LYON, France—Theranexus and the Beyond Batten Disease Foundation (BBDF) have announced that the U.S. Food and Drug Administration (FDA) has awarded both Orphan Drug and Rare Pediatric Disease designations to the drug candidate BBDF-101. BBDF-101 is intended to treat Batten disease, a fatal genetic disorder of the nervous system for which there is no current treatment.
“We are delighted to have obtained Orphan Disease Designation (ODD) and Rare Pediatric Disease Designation (RPDD). This marks a new milestone for Theranexus and BBDF in the development of the drug candidate BBDF-101,” said Franck Mouthon, chairman and CEO of Theranexus. “These new designations will speed up the approval process and provide at least seven years of post-approval protection and exemption from filing fees, as well as qualifying Theranexus upon approval of BBDF-101 for an assignable and transferable priority review voucher upon the registration of BBDF-101 that can be used to speed up the approval process for any other drug.”

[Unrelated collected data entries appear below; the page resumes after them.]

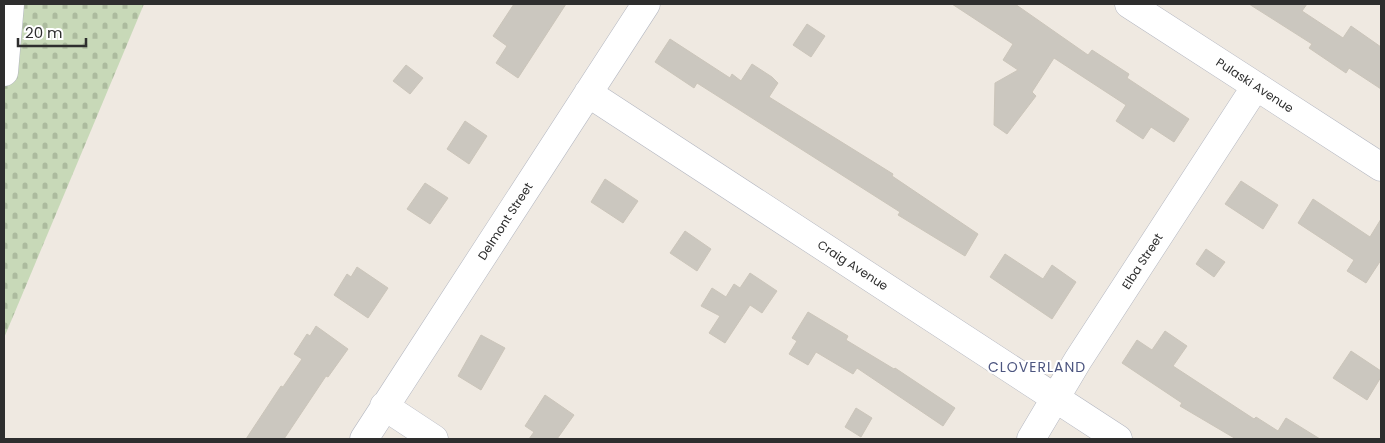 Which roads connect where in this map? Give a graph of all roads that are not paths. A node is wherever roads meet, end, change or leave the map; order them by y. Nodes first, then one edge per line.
1 (10, 4) edge
2 (646, 4) edge
3 (1129, 4) edge
4 (4, 72) edge
5 (1256, 86) junction
6 (588, 94) junction
7 (1381, 167) edge
8 (1055, 398) junction
9 (384, 406) junction
10 (364, 439) edge
11 (434, 439) edge
12 (1031, 439) edge
13 (1118, 439) edge

1 - 4 street
2 - 6 street, Delmont Street
3 - 5 street, Pulaski Avenue
5 - 7 street, Pulaski Avenue
5 - 8 street, Elba Street
6 - 8 street, Craig Avenue
6 - 9 street, Delmont Street
8 - 12 street, Elba Street
8 - 13 street, Craig Avenue
9 - 10 street, Delmont Street
9 - 11 street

Theranexus and BBDF signed an agreement in late 2019, which granted Theranexus an exclusive, global license agreement for the development and commercial use of BBDF-101 for the treatment of juvenile Batten disease. Batten disease belongs to a group of disorders referred to as neuronal ceroid lipofuscinoses. The BBDF has funded research aimed at identifying and validating BBDF-101, which is a proprietary combination of drugs based on the synergistic effect of two active ingredients.

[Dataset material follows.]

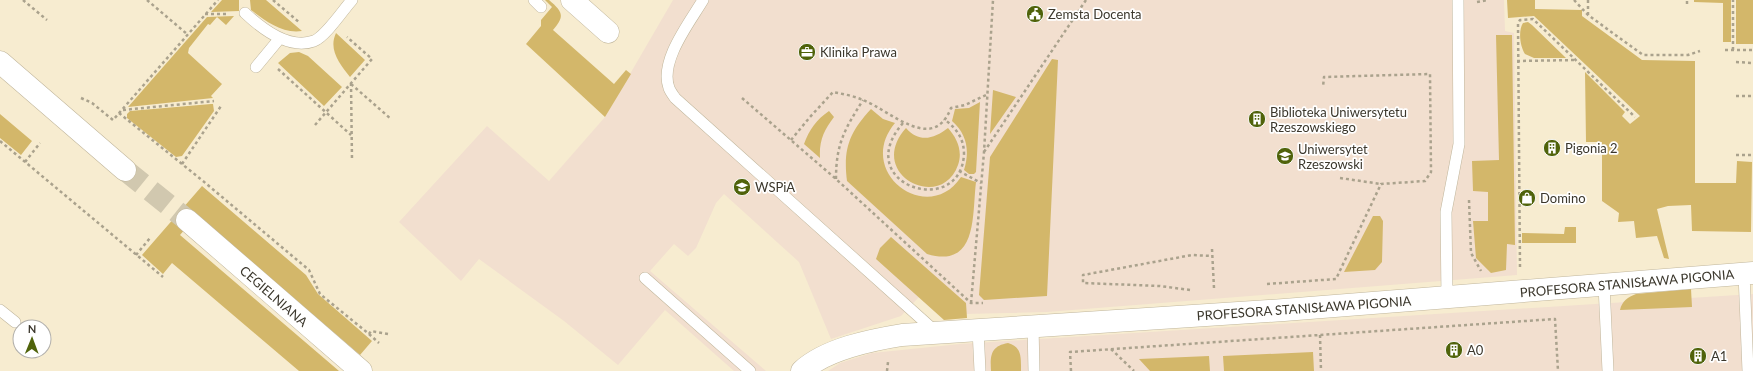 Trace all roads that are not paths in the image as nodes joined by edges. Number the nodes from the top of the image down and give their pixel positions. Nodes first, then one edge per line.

“We are delighted to have been awarded Orphan Drug Designation for BBDF-101 by the FDA. This is a sign of recognition for Batten disease and raises hopes for children and teens with this orphan disorder. I would like to say a big thank you to the entire BBDF team involved in the FDA submission, as well as to our donors, volunteers and the partner families of the foundation, without whom none of this would have been possible,” added Craig Benson, chair of the board of directors for BBDF.
After discussions with the FDA, Theranexus is preparing to launch a preclinical trial in order to confirm the preclinical safety of BBDF-101 over a long exposure time, with the aim of supplementing the available data. The company plans to launch a clinical program in 2021.